Behind every undiagnosed and unassisted autistic child is a family on the brink of disintegration. “We cannot go out as a family at all. Ever.” This is a normal statement for a family of an unassisted autistic child. The embarrassment, chaos, meltdowns and bizarre behaviour that ensue are simply not worth the effort.
“We cannot leave him with anyone else, so my husband and I now take turns leaving the house,” is the common solution.
Autism is a complex neurological disorder and developmental disability that affects communication skills and social interaction. Autistic children struggle with verbal and non-verbal communication, social skills, leisure and play activities. Intellectual and speech impairments also occur.
The CMI campus at our Johannesburg Hospital School caters for the special needs of autistic children, taking into account the following obstacles:
- Autistic children often struggle with speech development and may be unable to speak.
- Autistic children battle to understand verbal communication as well as non-verbal cues, like body language and facial expressions.
- Autistic children struggle to integrate socially and understand social rules, other people’s thoughts and their emotions.
- Autistic children may become trapped within their own rigid thought patterns and behaviour, and find change and new experiences difficult to manage.
- Autistic children have difficulty in understanding language and abstract concepts.

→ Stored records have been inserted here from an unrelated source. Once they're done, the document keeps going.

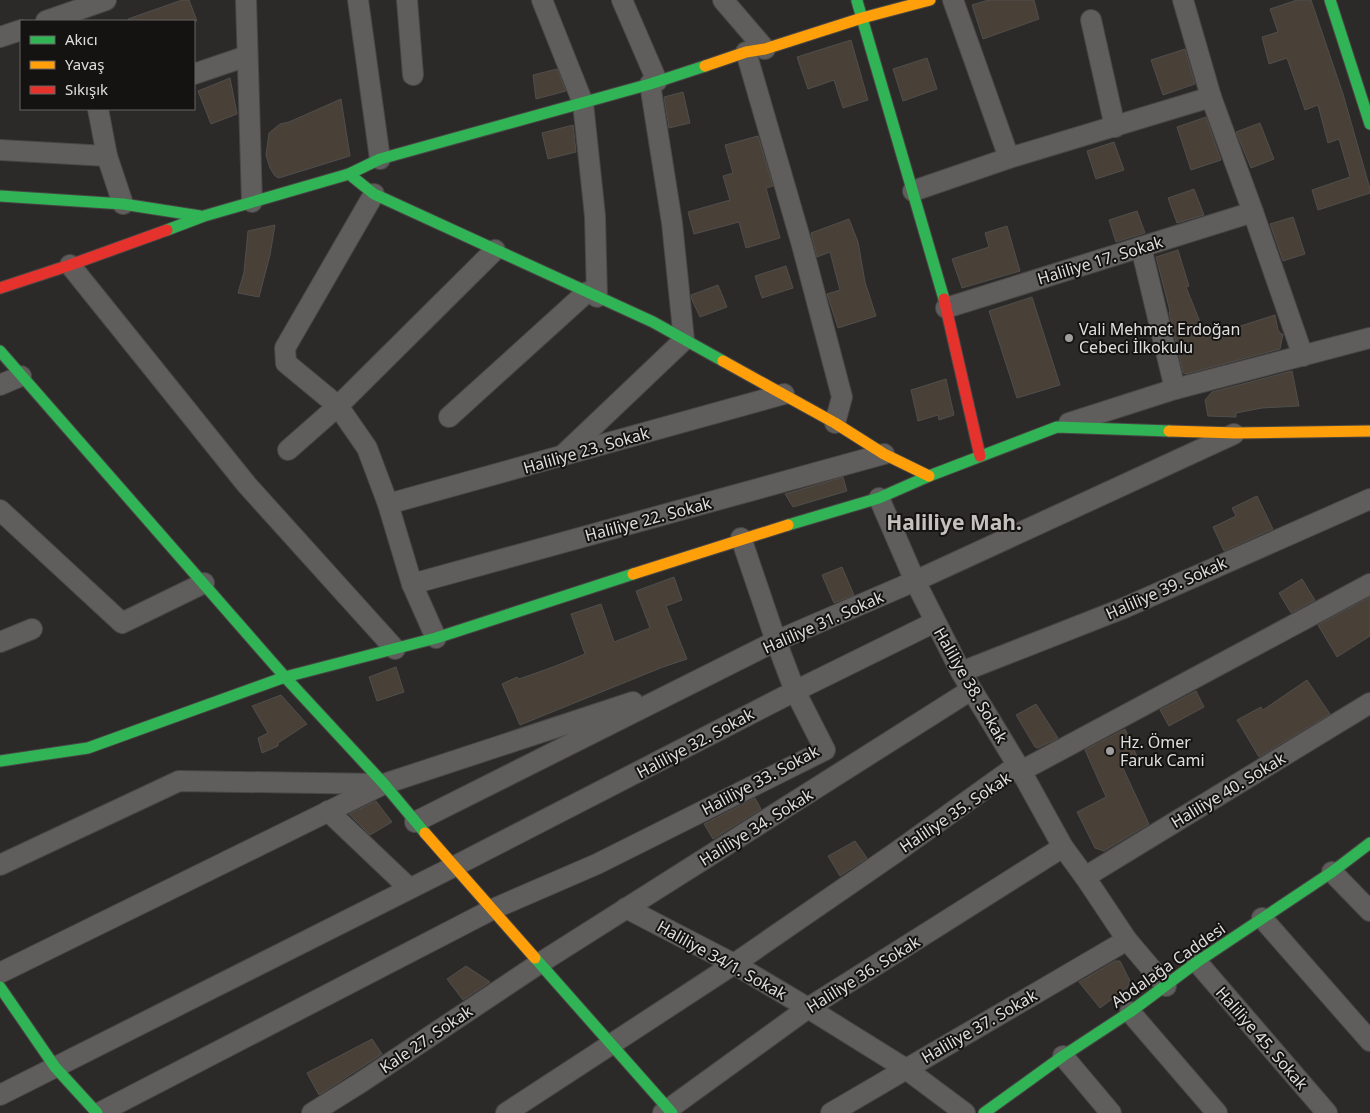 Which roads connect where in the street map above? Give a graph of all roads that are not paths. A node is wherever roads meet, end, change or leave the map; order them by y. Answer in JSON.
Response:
{"nodes":[{"id":1,"x":106,"y":0,"type":"edge"},
{"id":2,"x":246,"y":0,"type":"edge"},
{"id":3,"x":358,"y":0,"type":"edge"},
{"id":4,"x":407,"y":0,"type":"edge"},
{"id":5,"x":542,"y":0,"type":"edge"},
{"id":6,"x":622,"y":0,"type":"edge"},
{"id":7,"x":723,"y":0,"type":"edge"},
{"id":8,"x":857,"y":0,"type":"edge"},
{"id":9,"x":930,"y":0,"type":"edge"},
{"id":10,"x":953,"y":0,"type":"edge"},
{"id":11,"x":1183,"y":0,"type":"edge"},
{"id":12,"x":1330,"y":0,"type":"edge"},
{"id":13,"x":55,"y":15,"type":"edge"},
{"id":14,"x":862,"y":18,"type":"junction"},
{"id":15,"x":1091,"y":20,"type":"dead end"},
{"id":16,"x":20,"y":30,"type":"edge"},
{"id":17,"x":0,"y":37,"type":"edge"},
{"id":18,"x":755,"y":51,"type":"junction"},
{"id":19,"x":247,"y":56,"type":"junction"},
{"id":20,"x":195,"y":74,"type":"edge"},
{"id":21,"x":413,"y":75,"type":"dead end"},
{"id":22,"x":654,"y":83,"type":"junction"},
{"id":23,"x":1211,"y":97,"type":"junction"},
{"id":24,"x":583,"y":102,"type":"junction"},
{"id":25,"x":98,"y":110,"type":"edge"},
{"id":26,"x":1370,"y":124,"type":"edge"},
{"id":27,"x":1114,"y":127,"type":"junction"},
{"id":28,"x":0,"y":150,"type":"edge"},
{"id":29,"x":107,"y":156,"type":"junction"},
{"id":30,"x":1009,"y":158,"type":"junction"},
{"id":31,"x":380,"y":159,"type":"junction"},
{"id":32,"x":348,"y":174,"type":"junction"},
{"id":33,"x":913,"y":191,"type":"junction"},
{"id":34,"x":374,"y":194,"type":"junction"},
{"id":35,"x":0,"y":196,"type":"edge"},
{"id":36,"x":252,"y":202,"type":"junction"},
{"id":37,"x":123,"y":204,"type":"junction"},
{"id":38,"x":1254,"y":212,"type":"junction"},
{"id":39,"x":204,"y":216,"type":"junction"},
{"id":40,"x":1140,"y":247,"type":"junction"},
{"id":41,"x":495,"y":250,"type":"junction"},
{"id":42,"x":70,"y":265,"type":"junction"},
{"id":43,"x":0,"y":288,"type":"edge"},
{"id":44,"x":592,"y":294,"type":"junction"},
{"id":45,"x":946,"y":308,"type":"junction"},
{"id":46,"x":1370,"y":338,"type":"edge"},
{"id":47,"x":684,"y":340,"type":"junction"},
{"id":48,"x":0,"y":352,"type":"edge"},
{"id":49,"x":1303,"y":356,"type":"junction"},
{"id":50,"x":21,"y":376,"type":"junction"},
{"id":51,"x":0,"y":385,"type":"edge"},
{"id":52,"x":1175,"y":389,"type":"junction"},
{"id":53,"x":784,"y":394,"type":"junction"},
{"id":54,"x":338,"y":406,"type":"junction"},
{"id":55,"x":449,"y":417,"type":"dead end"},
{"id":56,"x":835,"y":423,"type":"junction"},
{"id":57,"x":1057,"y":427,"type":"junction"},
{"id":58,"x":1370,"y":431,"type":"edge"},
{"id":59,"x":1236,"y":433,"type":"junction"},
{"id":60,"x":288,"y":450,"type":"dead end"},
{"id":61,"x":884,"y":454,"type":"junction"},
{"id":62,"x":980,"y":456,"type":"junction"},
{"id":63,"x":561,"y":457,"type":"junction"},
{"id":64,"x":929,"y":476,"type":"junction"},
{"id":65,"x":878,"y":498,"type":"junction"},
{"id":66,"x":1370,"y":499,"type":"edge"},
{"id":67,"x":388,"y":504,"type":"junction"},
{"id":68,"x":2,"y":516,"type":"edge"},
{"id":69,"x":741,"y":538,"type":"junction"},
{"id":70,"x":915,"y":582,"type":"junction"},
{"id":71,"x":204,"y":583,"type":"junction"},
{"id":72,"x":412,"y":584,"type":"junction"},
{"id":73,"x":1370,"y":584,"type":"edge"},
{"id":74,"x":935,"y":622,"type":"junction"},
{"id":75,"x":32,"y":629,"type":"dead end"},
{"id":76,"x":436,"y":638,"type":"junction"},
{"id":77,"x":776,"y":641,"type":"junction"},
{"id":78,"x":0,"y":642,"type":"edge"},
{"id":79,"x":395,"y":649,"type":"junction"},
{"id":80,"x":961,"y":672,"type":"junction"},
{"id":81,"x":285,"y":677,"type":"junction"},
{"id":82,"x":699,"y":680,"type":"junction"},
{"id":83,"x":971,"y":690,"type":"junction"},
{"id":84,"x":795,"y":691,"type":"junction"},
{"id":85,"x":1370,"y":703,"type":"edge"},
{"id":86,"x":825,"y":750,"type":"junction"},
{"id":87,"x":0,"y":761,"type":"edge"},
{"id":88,"x":1021,"y":771,"type":"junction"},
{"id":89,"x":839,"y":774,"type":"junction"},
{"id":90,"x":384,"y":784,"type":"junction"},
{"id":91,"x":328,"y":811,"type":"junction"},
{"id":92,"x":415,"y":822,"type":"junction"},
{"id":93,"x":1370,"y":843,"type":"edge"},
{"id":94,"x":1063,"y":847,"type":"junction"},
{"id":95,"x":0,"y":864,"type":"edge"},
{"id":96,"x":455,"y":866,"type":"junction"},
{"id":97,"x":1332,"y":872,"type":"junction"},
{"id":98,"x":1086,"y":877,"type":"junction"},
{"id":99,"x":409,"y":888,"type":"junction"},
{"id":100,"x":626,"y":908,"type":"junction"},
{"id":101,"x":493,"y":910,"type":"junction"},
{"id":102,"x":1370,"y":911,"type":"edge"},
{"id":103,"x":1262,"y":918,"type":"junction"},
{"id":104,"x":1127,"y":940,"type":"junction"},
{"id":105,"x":1198,"y":962,"type":"junction"},
{"id":106,"x":540,"y":963,"type":"junction"},
{"id":107,"x":734,"y":964,"type":"junction"},
{"id":108,"x":0,"y":973,"type":"edge"},
{"id":109,"x":1166,"y":986,"type":"junction"},
{"id":110,"x":0,"y":987,"type":"edge"},
{"id":111,"x":808,"y":1008,"type":"junction"},
{"id":112,"x":1130,"y":1012,"type":"junction"},
{"id":113,"x":1370,"y":1041,"type":"edge"},
{"id":114,"x":610,"y":1044,"type":"junction"},
{"id":115,"x":1062,"y":1056,"type":"junction"},
{"id":116,"x":55,"y":1067,"type":"junction"},
{"id":117,"x":906,"y":1069,"type":"junction"},
{"id":118,"x":0,"y":1095,"type":"edge"},
{"id":119,"x":993,"y":1111,"type":"edge"},
{"id":120,"x":668,"y":1112,"type":"edge"},
{"id":121,"x":98,"y":1113,"type":"edge"},
{"id":122,"x":312,"y":1113,"type":"edge"},
{"id":123,"x":506,"y":1113,"type":"edge"},
{"id":124,"x":831,"y":1113,"type":"edge"},
{"id":125,"x":965,"y":1113,"type":"edge"},
{"id":126,"x":1111,"y":1113,"type":"edge"},
{"id":127,"x":1218,"y":1113,"type":"edge"},
{"id":128,"x":1327,"y":1113,"type":"edge"}],
"edges":[{"from":1,"to":13,"type":"street"},
{"from":2,"to":19,"type":"street"},
{"from":3,"to":31,"type":"street"},
{"from":4,"to":21,"type":"street"},
{"from":5,"to":24,"type":"street"},
{"from":6,"to":22,"type":"street"},
{"from":7,"to":18,"type":"street"},
{"from":8,"to":14,"type":"street"},
{"from":9,"to":14,"type":"street"},
{"from":10,"to":30,"type":"street"},
{"from":11,"to":23,"type":"street"},
{"from":12,"to":26,"type":"street"},
{"from":14,"to":18,"type":"street"},
{"from":14,"to":33,"type":"street"},
{"from":15,"to":27,"type":"street"},
{"from":16,"to":17,"type":"street"},
{"from":18,"to":22,"type":"street"},
{"from":18,"to":56,"type":"street"},
{"from":19,"to":20,"type":"street"},
{"from":19,"to":36,"type":"street"},
{"from":22,"to":24,"type":"street"},
{"from":22,"to":47,"type":"street"},
{"from":23,"to":27,"type":"street"},
{"from":23,"to":38,"type":"street"},
{"from":24,"to":31,"type":"street"},
{"from":24,"to":44,"type":"street"},
{"from":25,"to":29,"type":"street"},
{"from":27,"to":30,"type":"street"},
{"from":28,"to":29,"type":"street"},
{"from":29,"to":37,"type":"street"},
{"from":30,"to":33,"type":"street"},
{"from":31,"to":32,"type":"street"},
{"from":32,"to":34,"type":"street"},
{"from":32,"to":36,"type":"street"},
{"from":33,"to":45,"type":"street"},
{"from":34,"to":41,"type":"street"},
{"from":34,"to":54,"type":"street"},
{"from":35,"to":37,"type":"street"},
{"from":36,"to":39,"type":"street"},
{"from":37,"to":39,"type":"street"},
{"from":38,"to":40,"type":"street","name":"Haliliye 17. Sokak"},
{"from":38,"to":49,"type":"street"},
{"from":39,"to":42,"type":"street"},
{"from":40,"to":45,"type":"street","name":"Haliliye 17. Sokak"},
{"from":40,"to":52,"type":"street"},
{"from":41,"to":44,"type":"street"},
{"from":41,"to":54,"type":"street"},
{"from":42,"to":43,"type":"street"},
{"from":42,"to":79,"type":"street"},
{"from":44,"to":47,"type":"street"},
{"from":44,"to":55,"type":"street"},
{"from":45,"to":62,"type":"street"},
{"from":46,"to":49,"type":"street"},
{"from":47,"to":53,"type":"street"},
{"from":47,"to":63,"type":"street"},
{"from":48,"to":50,"type":"street"},
{"from":49,"to":52,"type":"street"},
{"from":50,"to":51,"type":"street"},
{"from":50,"to":71,"type":"street"},
{"from":52,"to":57,"type":"street"},
{"from":53,"to":56,"type":"street"},
{"from":53,"to":63,"type":"street","name":"Haliliye 23. Sokak"},
{"from":54,"to":60,"type":"street"},
{"from":54,"to":67,"type":"street"},
{"from":56,"to":61,"type":"street"},
{"from":57,"to":59,"type":"street"},
{"from":57,"to":62,"type":"street"},
{"from":58,"to":59,"type":"street"},
{"from":59,"to":70,"type":"street","name":"Haliliye 31. Sokak"},
{"from":61,"to":64,"type":"street"},
{"from":61,"to":72,"type":"street","name":"Haliliye 22. Sokak"},
{"from":62,"to":64,"type":"street"},
{"from":63,"to":67,"type":"street","name":"Haliliye 23. Sokak"},
{"from":64,"to":65,"type":"street"},
{"from":65,"to":69,"type":"street"},
{"from":65,"to":70,"type":"street","name":"Haliliye 38. Sokak"},
{"from":66,"to":80,"type":"street","name":"Haliliye 39. Sokak"},
{"from":67,"to":72,"type":"street"},
{"from":68,"to":71,"type":"street"},
{"from":69,"to":76,"type":"street"},
{"from":69,"to":77,"type":"street","name":"Haliliye 33. Sokak"},
{"from":70,"to":74,"type":"street","name":"Haliliye 38. Sokak"},
{"from":70,"to":77,"type":"street","name":"Haliliye 31. Sokak"},
{"from":71,"to":81,"type":"street"},
{"from":72,"to":76,"type":"street"},
{"from":73,"to":88,"type":"street","name":"Haliliye 35. Sokak"},
{"from":74,"to":80,"type":"street","name":"Haliliye 38. Sokak"},
{"from":74,"to":84,"type":"street","name":"Haliliye 32. Sokak"},
{"from":75,"to":78,"type":"street"},
{"from":76,"to":79,"type":"street"},
{"from":77,"to":82,"type":"street","name":"Haliliye 31. Sokak"},
{"from":77,"to":84,"type":"street","name":"Haliliye 33. Sokak"},
{"from":79,"to":81,"type":"street"},
{"from":80,"to":83,"type":"street","name":"Haliliye 38. Sokak"},
{"from":81,"to":87,"type":"street"},
{"from":81,"to":90,"type":"street"},
{"from":82,"to":90,"type":"street"},
{"from":82,"to":92,"type":"street","name":"Haliliye 31. Sokak"},
{"from":83,"to":88,"type":"street","name":"Haliliye 38. Sokak"},
{"from":83,"to":89,"type":"street","name":"Haliliye 34. Sokak"},
{"from":84,"to":86,"type":"street","name":"Haliliye 33. Sokak"},
{"from":84,"to":96,"type":"street","name":"Haliliye 32. Sokak"},
{"from":85,"to":98,"type":"street","name":"Haliliye 40. Sokak"},
{"from":86,"to":89,"type":"street"},
{"from":86,"to":101,"type":"street","name":"Haliliye 33. Sokak"},
{"from":88,"to":94,"type":"street","name":"Haliliye 38. Sokak"},
{"from":88,"to":107,"type":"street","name":"Haliliye 35. Sokak"},
{"from":89,"to":100,"type":"street","name":"Haliliye 34. Sokak"},
{"from":90,"to":91,"type":"street"},
{"from":90,"to":92,"type":"street"},
{"from":90,"to":95,"type":"street"},
{"from":91,"to":99,"type":"street"},
{"from":91,"to":108,"type":"street"},
{"from":92,"to":96,"type":"street"},
{"from":93,"to":97,"type":"street","name":"Abdalağa Caddesi"},
{"from":94,"to":98,"type":"street","name":"Haliliye 38. Sokak"},
{"from":94,"to":111,"type":"street","name":"Haliliye 36. Sokak"},
{"from":96,"to":99,"type":"street","name":"Haliliye 32. Sokak"},
{"from":96,"to":101,"type":"street"},
{"from":97,"to":102,"type":"street"},
{"from":97,"to":103,"type":"street","name":"Abdalağa Caddesi"},
{"from":98,"to":104,"type":"street","name":"Haliliye 38. Sokak"},
{"from":99,"to":116,"type":"street","name":"Haliliye 32. Sokak"},
{"from":100,"to":106,"type":"street","name":"Haliliye 34. Sokak"},
{"from":100,"to":107,"type":"street","name":"Haliliye 34/1. Sokak"},
{"from":101,"to":106,"type":"street"},
{"from":101,"to":121,"type":"street","name":"Haliliye 33. Sokak"},
{"from":103,"to":105,"type":"street","name":"Abdalağa Caddesi"},
{"from":103,"to":113,"type":"street"},
{"from":104,"to":109,"type":"street","name":"Haliliye 38. Sokak"},
{"from":104,"to":117,"type":"street","name":"Haliliye 37. Sokak"},
{"from":105,"to":109,"type":"street","name":"Abdalağa Caddesi"},
{"from":105,"to":128,"type":"street","name":"Haliliye 45. Sokak"},
{"from":106,"to":114,"type":"street"},
{"from":106,"to":122,"type":"street","name":"Kale 27. Sokak"},
{"from":107,"to":111,"type":"street","name":"Haliliye 34/1. Sokak"},
{"from":107,"to":114,"type":"street","name":"Haliliye 35. Sokak"},
{"from":109,"to":112,"type":"street","name":"Abdalağa Caddesi"},
{"from":110,"to":116,"type":"street"},
{"from":111,"to":117,"type":"street","name":"Haliliye 34/1. Sokak"},
{"from":111,"to":120,"type":"street","name":"Haliliye 36. Sokak"},
{"from":112,"to":115,"type":"street","name":"Abdalağa Caddesi"},
{"from":112,"to":127,"type":"street"},
{"from":114,"to":120,"type":"street"},
{"from":114,"to":123,"type":"street","name":"Haliliye 35. Sokak"},
{"from":115,"to":119,"type":"street","name":"Abdalağa Caddesi"},
{"from":115,"to":126,"type":"street"},
{"from":116,"to":118,"type":"street","name":"Haliliye 32. Sokak"},
{"from":116,"to":121,"type":"street"},
{"from":117,"to":124,"type":"street","name":"Haliliye 37. Sokak"},
{"from":117,"to":125,"type":"street","name":"Haliliye 34/1. Sokak"}]}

One out of every 88 people is born with autism. It affects boys more than it affects girls. None of us need to look far before we can think of a relative or a child of a friend who exhibits extremely strange social behaviour that leaves those of us who are “normal” squirming with discomfort: Children who don’t know how to respond to a smile. Children who place their own faces three inches away from your nose and don’t pull away when you do, but only come closer. Children who scream if you touch them. Children who spend days rocking themselves, instead of playing in the playground. Children who don’t curiously or obediently come to greet you when you arrive at a home, but simply stand, staring into a corner.
Behind every family with an autistic child is a community that normally does not understand or support either the child or the family. The nature of the disability drives the family into isolation.
Autism cannot be cured. But it can be managed. Managing autism is about taking children who exhibit this bizarre social behaviour, and giving them interventions to make them less bizarre.This makes their families less bizarre, and integrates both the child and the family back into the community.
The Johannesburg Hospital School provides a safe place of learning for autistic children, helping them to learn and develop while being cognisant of their unique challenges. Small classes with teachers and assistants provide carefully structured care, enabling the children to gain a certain level of independence and develop important life skills. Supervised outings teach the children how to cope with everyday things like shops, traffic and social engagement. Special activities such as therapeutic horse-riding classes can be arranged specifically for children with disabilities.